The Federal Communications Commission, U.S. Department Of Health And Human Services and the U.S. Department Of Agriculture last week announced they signed a memorandum of understanding (MOU) for the Rural Telehealth Initiative.
The initiative is a joint effort to collaborate and share information to address health disparities, resolve service provider challenges and promote broadband services and technology to rural areas around America.
Blackburn said in a statement, “We’re seeing increased adoption of telehealth in rural areas for one reason: telehealth works. This FCC-HHS-USDA collaboration will addresses challenges inhibiting communities from access to telehealth, whether that be lack of broadband access or problems with provider service. Telehealth’s growth throughout the COVID-19 pandemic has alleviated high volumes of in-patient care tremendously. I look forward to seeing this partnership in action in Tennessee.”
Blackburn has previously highlighted the need for increased telehealth access during the pandemic.

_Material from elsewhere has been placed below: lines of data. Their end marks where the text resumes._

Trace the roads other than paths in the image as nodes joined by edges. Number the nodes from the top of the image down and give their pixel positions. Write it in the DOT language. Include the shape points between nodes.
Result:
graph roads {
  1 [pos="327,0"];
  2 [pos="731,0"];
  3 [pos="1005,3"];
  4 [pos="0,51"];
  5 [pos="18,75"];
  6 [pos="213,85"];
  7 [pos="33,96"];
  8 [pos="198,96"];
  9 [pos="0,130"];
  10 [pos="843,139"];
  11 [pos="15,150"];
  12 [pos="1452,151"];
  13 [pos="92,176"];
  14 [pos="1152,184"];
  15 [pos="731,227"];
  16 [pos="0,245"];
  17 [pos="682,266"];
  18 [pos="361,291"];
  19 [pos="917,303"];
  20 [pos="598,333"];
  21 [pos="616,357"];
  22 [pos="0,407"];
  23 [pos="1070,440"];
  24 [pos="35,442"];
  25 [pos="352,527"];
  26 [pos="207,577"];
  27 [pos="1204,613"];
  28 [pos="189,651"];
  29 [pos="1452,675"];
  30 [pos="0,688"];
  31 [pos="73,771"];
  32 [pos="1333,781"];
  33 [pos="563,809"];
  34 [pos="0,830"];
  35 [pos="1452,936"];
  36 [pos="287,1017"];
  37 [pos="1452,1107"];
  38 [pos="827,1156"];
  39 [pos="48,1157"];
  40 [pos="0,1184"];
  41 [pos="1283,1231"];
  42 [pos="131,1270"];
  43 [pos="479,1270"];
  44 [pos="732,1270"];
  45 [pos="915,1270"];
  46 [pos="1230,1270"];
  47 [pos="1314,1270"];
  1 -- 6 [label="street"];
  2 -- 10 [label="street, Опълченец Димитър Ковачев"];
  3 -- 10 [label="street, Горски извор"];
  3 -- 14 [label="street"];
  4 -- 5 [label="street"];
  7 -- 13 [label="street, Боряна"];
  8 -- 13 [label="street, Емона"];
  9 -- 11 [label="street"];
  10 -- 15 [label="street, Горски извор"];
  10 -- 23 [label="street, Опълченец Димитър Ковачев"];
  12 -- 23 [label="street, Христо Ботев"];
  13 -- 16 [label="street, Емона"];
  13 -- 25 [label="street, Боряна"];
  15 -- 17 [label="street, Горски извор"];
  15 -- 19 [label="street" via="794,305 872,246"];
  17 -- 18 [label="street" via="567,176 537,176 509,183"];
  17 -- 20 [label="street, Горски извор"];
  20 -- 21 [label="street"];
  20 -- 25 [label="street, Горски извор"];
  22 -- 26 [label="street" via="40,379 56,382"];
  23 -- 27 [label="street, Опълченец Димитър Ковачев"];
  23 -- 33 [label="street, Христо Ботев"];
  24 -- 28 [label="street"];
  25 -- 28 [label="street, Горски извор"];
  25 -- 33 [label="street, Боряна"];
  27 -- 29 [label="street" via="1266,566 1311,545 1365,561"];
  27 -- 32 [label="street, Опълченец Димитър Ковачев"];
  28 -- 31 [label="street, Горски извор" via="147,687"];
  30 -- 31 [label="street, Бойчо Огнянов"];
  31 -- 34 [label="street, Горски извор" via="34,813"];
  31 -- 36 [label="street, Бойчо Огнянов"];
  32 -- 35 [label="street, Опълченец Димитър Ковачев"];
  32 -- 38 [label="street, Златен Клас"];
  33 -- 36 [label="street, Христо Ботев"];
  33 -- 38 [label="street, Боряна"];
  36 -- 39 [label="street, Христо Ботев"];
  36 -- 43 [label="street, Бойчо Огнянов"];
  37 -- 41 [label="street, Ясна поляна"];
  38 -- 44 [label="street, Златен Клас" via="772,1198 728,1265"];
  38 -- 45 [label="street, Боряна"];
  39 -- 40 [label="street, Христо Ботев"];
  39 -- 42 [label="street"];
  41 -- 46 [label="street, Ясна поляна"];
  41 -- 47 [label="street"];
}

The FCC said the agencies will establish an interagency Rural Telehealth Initiative Task Force. The task force will regularly meet to consider future recommendations or guidelines and exchange agency expertise, scientific and technical information, data, and publications.
This action delivers on President Trump’s recently signed Executive Order on Improving Rural Health and Telehealth Access. The ongoing coronavirus pandemic has highlighted the critical importance of telehealth in delivering quality healthcare to rural Americans.
Rural Americans are acutely affected by gaps in the healthcare system, from hospital closures to a lack of specialty care. According to the Centers for Disease Control and Prevention, rural Americans, who make up more than 15% of the U.S. population, face numerous health disparities compared with their urban counterparts. Rural Americans are more likely to die from heart disease, cancer, unintentional injury, chronic lower respiratory disease, and strokes than their urban counterparts. Telemedicine plays an increasingly critical part in treating patients, improving health outcomes, lowering costs, and helping health care providers maximize their impact on their communities, especially in rural areas of the United States.